RECORD SET:
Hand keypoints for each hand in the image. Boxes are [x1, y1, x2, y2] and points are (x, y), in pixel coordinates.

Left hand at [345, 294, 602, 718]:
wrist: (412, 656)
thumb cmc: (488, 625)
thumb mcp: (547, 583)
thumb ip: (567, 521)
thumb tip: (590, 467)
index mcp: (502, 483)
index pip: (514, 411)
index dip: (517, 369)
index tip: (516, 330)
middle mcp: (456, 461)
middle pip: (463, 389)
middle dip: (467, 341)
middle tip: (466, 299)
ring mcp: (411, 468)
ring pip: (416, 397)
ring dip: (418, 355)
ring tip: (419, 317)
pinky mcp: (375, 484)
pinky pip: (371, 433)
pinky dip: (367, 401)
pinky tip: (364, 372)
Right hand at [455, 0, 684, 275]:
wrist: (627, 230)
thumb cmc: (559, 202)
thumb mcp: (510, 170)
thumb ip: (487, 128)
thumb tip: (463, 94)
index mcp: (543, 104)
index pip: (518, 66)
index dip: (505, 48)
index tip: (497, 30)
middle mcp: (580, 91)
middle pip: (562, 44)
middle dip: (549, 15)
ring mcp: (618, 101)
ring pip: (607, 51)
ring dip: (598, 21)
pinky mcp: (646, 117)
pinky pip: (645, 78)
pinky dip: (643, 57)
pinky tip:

--

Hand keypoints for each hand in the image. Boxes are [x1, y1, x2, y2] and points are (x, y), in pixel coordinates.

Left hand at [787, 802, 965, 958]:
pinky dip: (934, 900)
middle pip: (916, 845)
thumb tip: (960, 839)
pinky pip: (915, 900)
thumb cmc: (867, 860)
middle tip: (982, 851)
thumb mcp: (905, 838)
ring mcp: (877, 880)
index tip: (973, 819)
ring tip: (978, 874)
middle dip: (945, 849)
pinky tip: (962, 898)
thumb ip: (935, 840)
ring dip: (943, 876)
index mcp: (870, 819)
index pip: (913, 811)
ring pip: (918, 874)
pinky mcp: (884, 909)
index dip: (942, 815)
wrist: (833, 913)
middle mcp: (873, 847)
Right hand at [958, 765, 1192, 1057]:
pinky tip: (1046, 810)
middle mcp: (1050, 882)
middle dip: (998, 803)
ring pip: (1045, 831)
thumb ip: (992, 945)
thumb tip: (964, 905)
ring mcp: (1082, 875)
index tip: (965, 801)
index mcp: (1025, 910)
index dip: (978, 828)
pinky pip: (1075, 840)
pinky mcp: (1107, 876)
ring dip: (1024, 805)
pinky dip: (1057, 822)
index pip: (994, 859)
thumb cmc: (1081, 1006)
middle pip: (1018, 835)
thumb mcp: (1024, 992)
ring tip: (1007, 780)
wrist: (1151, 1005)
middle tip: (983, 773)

* * *

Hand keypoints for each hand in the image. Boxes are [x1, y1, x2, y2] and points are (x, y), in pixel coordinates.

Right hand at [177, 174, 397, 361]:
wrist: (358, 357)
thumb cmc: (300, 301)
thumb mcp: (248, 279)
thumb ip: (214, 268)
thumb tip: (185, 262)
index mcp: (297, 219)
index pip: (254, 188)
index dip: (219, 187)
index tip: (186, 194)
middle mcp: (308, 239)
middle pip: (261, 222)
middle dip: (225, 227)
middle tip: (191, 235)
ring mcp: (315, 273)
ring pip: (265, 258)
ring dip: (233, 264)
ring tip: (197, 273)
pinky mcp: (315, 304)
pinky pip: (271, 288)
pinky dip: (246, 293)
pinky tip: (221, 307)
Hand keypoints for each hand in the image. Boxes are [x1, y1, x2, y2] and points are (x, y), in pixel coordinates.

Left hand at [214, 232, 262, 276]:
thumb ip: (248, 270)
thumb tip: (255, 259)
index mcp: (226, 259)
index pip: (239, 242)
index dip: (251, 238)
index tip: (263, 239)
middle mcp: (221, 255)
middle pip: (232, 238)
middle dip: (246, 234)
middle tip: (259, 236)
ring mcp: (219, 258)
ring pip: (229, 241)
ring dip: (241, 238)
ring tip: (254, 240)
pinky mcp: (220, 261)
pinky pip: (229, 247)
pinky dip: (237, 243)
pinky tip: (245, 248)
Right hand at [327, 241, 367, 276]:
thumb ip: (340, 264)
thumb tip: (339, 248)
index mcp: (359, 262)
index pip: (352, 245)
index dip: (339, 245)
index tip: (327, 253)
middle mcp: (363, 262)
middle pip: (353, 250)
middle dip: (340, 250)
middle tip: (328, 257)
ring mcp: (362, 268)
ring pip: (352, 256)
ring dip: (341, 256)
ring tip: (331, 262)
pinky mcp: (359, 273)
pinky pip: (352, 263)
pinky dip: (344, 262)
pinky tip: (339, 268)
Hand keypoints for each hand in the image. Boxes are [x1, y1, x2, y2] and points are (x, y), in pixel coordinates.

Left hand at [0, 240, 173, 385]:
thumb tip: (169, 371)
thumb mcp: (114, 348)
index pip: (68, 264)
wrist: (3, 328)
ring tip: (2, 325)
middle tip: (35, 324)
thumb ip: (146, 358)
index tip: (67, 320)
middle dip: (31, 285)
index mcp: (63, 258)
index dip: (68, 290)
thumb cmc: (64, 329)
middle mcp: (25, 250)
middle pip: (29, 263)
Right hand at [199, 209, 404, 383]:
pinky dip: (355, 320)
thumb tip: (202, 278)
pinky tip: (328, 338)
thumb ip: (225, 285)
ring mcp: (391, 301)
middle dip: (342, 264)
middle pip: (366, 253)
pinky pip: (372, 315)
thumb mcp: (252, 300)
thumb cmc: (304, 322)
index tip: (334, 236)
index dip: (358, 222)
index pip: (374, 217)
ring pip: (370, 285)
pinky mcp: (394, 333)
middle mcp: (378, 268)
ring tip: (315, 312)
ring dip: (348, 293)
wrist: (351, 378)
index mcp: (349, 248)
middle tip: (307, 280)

ABOUT THIS TASK: Copy all lines above containing the string "Left".

RESULT FOR THIS EXERCISE:
Left hand at [345, 294, 602, 718]:
Left hand at [787, 802, 965, 958]:
Left hand at [214, 232, 262, 276]:
Left hand at [0, 240, 173, 385]:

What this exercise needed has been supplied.